In light of our findings, it may be reasonable to consider these strategies as potentially promising practices for the integration barriers we have identified. Further research would be needed to determine their efficacy and their impact on promoting systems-level integrated service provision.

Limitations

Our findings should be viewed in light of several limitations. First, we conducted our study in a very large and diverse setting, but because of its intensely localized focus its results may not generalize to other settings. We carefully considered this and attempted to differentiate our findings, which are likely to be context specific (e.g., because of unique local administrative or regulatory issues), unlike those that may be common across jurisdictions.

Second, our 10-year retrospective budgetary review includes the Great Recession (2007–2009) and its aftermath, which may have uniquely affected public budgets. We note, however, that this period also included lengthy periods of continued, if modest, economic expansion and job growth. A review of any given 10-year budget window will often include periods of economic expansion and contraction, and therefore the inclusion of budgets representing a range of macroeconomic conditions is relevant and important for this type of research.

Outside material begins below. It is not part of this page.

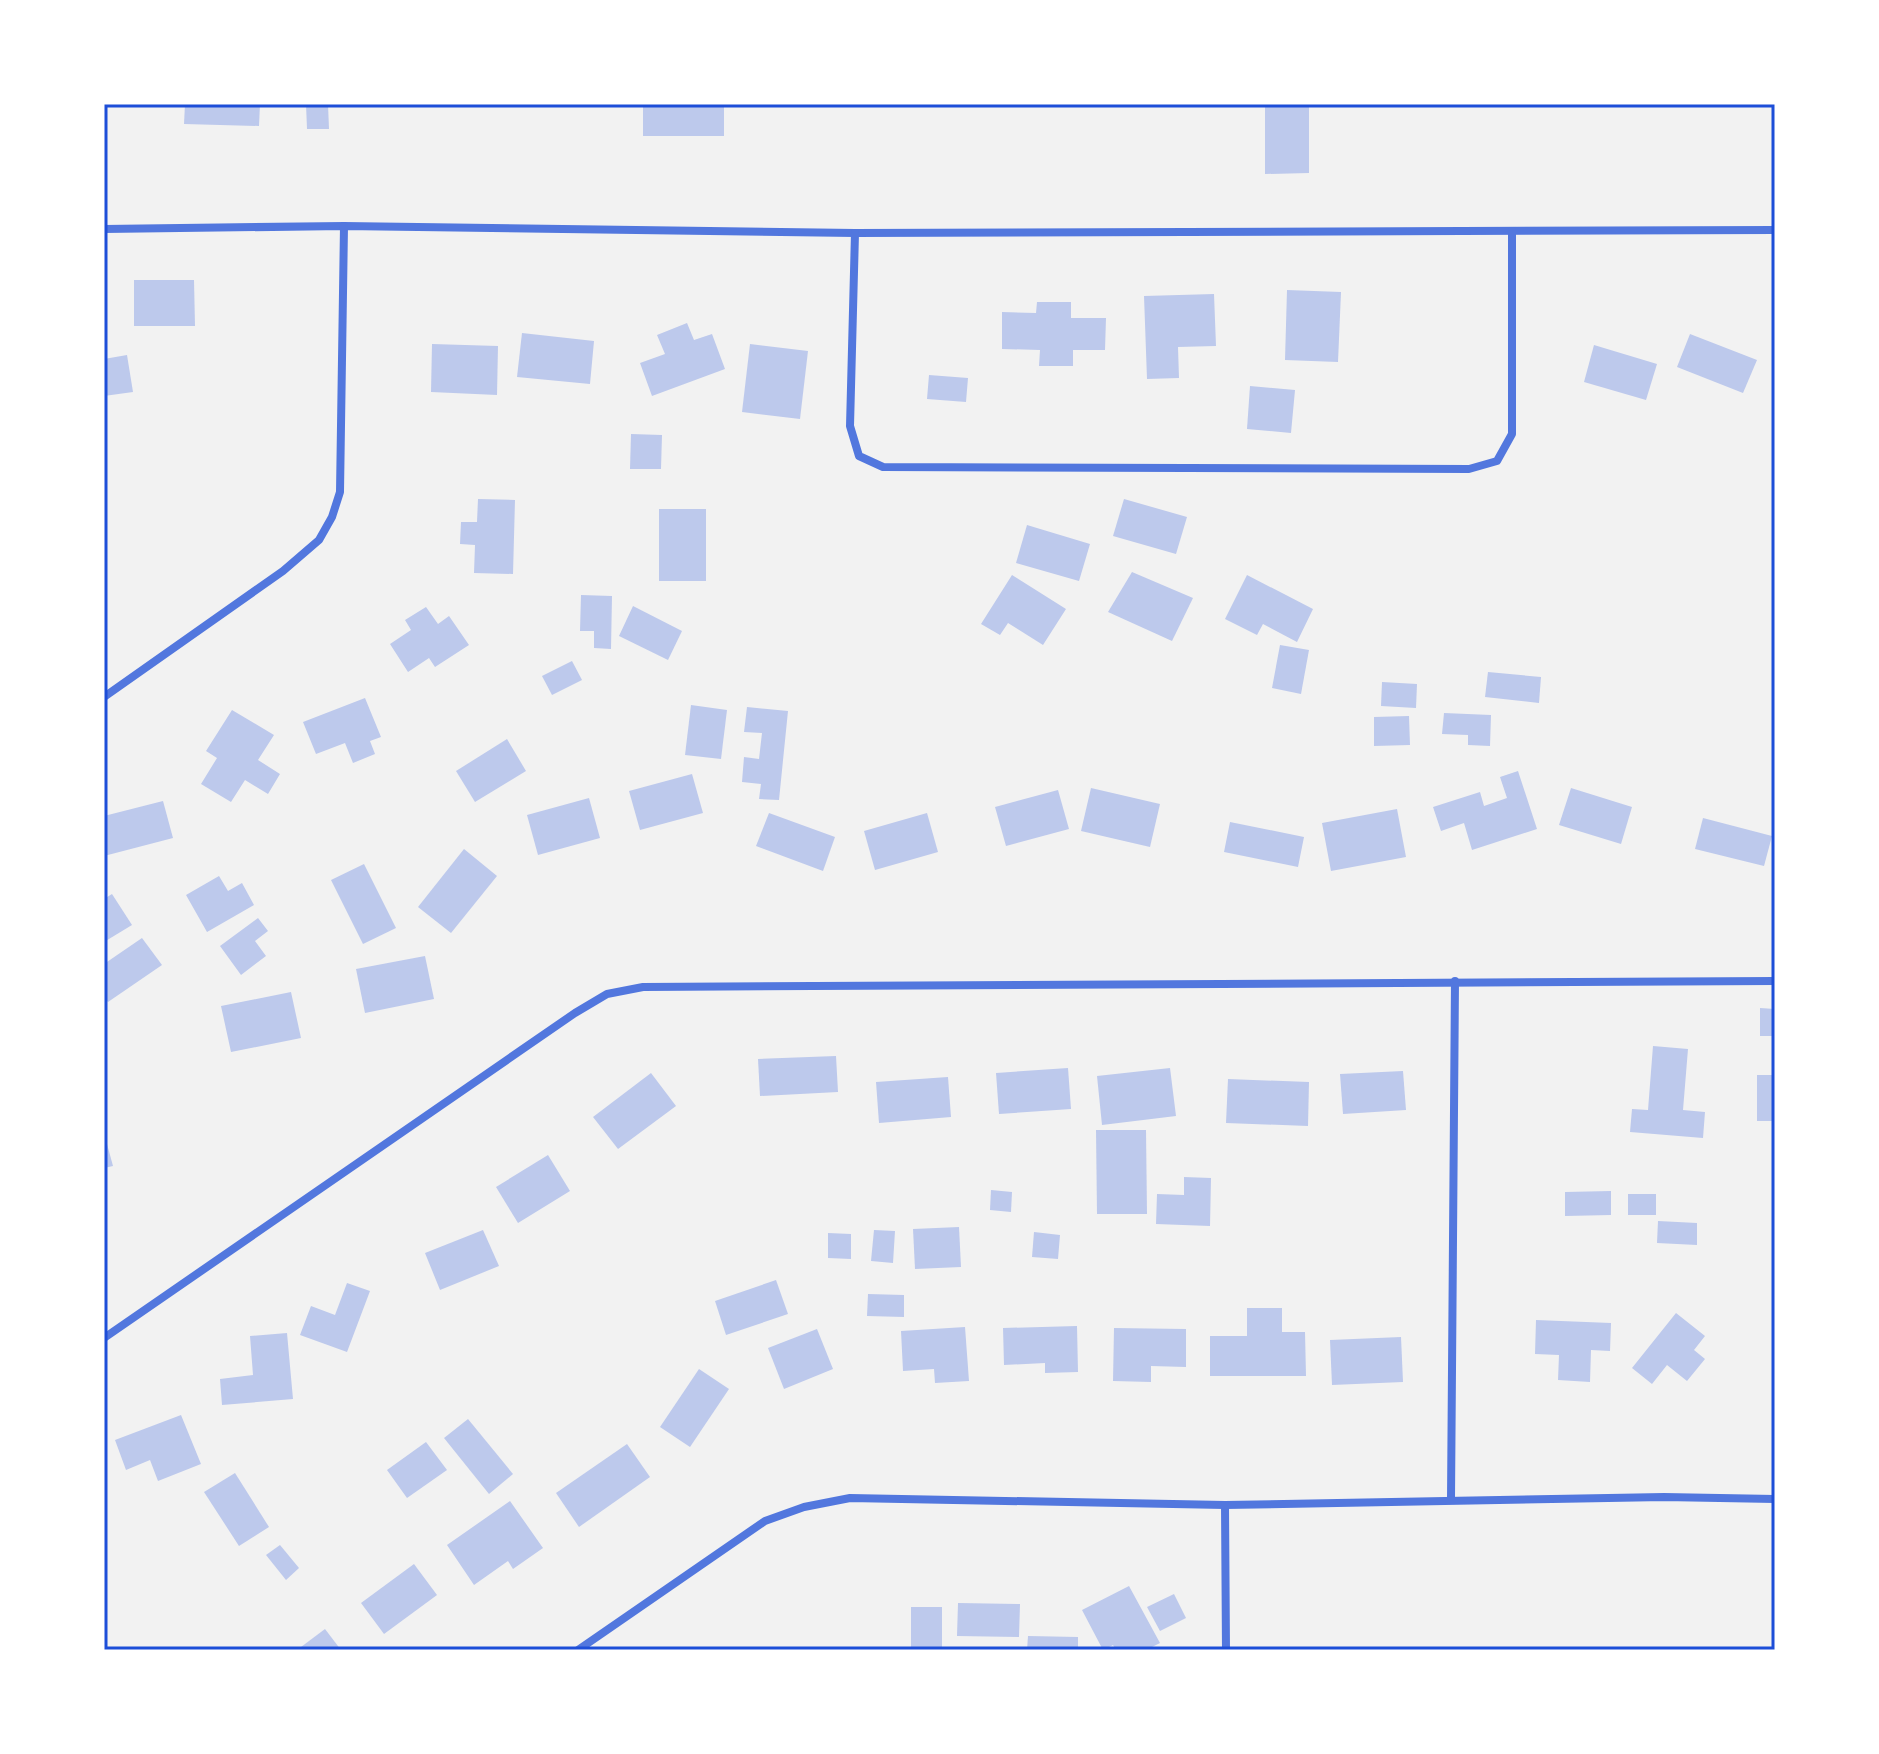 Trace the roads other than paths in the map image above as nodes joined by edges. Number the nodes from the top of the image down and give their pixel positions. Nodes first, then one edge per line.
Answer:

Third, our study’s sample frame was limited to organizations for which comparable budget data were available (i.e., public and quasipublic agencies). Additional nongovernmental integration efforts are likely ongoing and may be important for maximizing the impact of public health and social services on population health.

Public Health Implications

Our findings suggest the presence of a critical set of systems-level considerations that may promote or hinder integration efforts. Integration efforts may need to be embedded upstream into budgeting processes to promote more than one-off efforts to integrate otherwise fragmented services. Integration efforts may also benefit from linkage to an overall community-wide strategy for the pursuit of improved population health. Our findings also suggest that integration efforts may be beneficial if supported by purposeful evidence, partnerships, and workforce initiatives.

Given that state and federal funders are often funding multiple local governments in a community, there is a clear role for these entities in aligning metrics and mechanisms for collaboration across cities and counties in a community. Strong political and bureaucratic will is likely essential. Budget structures can facilitate service integration, and greater attention should be given to the budget models used in a community. Budgeting globally, budgeting based on an integrated health and social service project, and including aggregate social determinants of health spending in the annual budget (such as the novel estimate calculated here) could promote more integration of health and social services. Our findings suggest a path to improving the prospects for the integration of health and social services through greater attention to the budgetary, jurisdictional, and programmatic realities of health and social service agencies.

ACKNOWLEDGMENTS

This project was supported by funding from the Episcopal Health Foundation.

CONFLICTS OF INTEREST

The authors have no conflicts of interest to declare.

HUMAN PARTICIPANT PROTECTION

The Arizona State University institutional review board reviewed and approved the study protocol.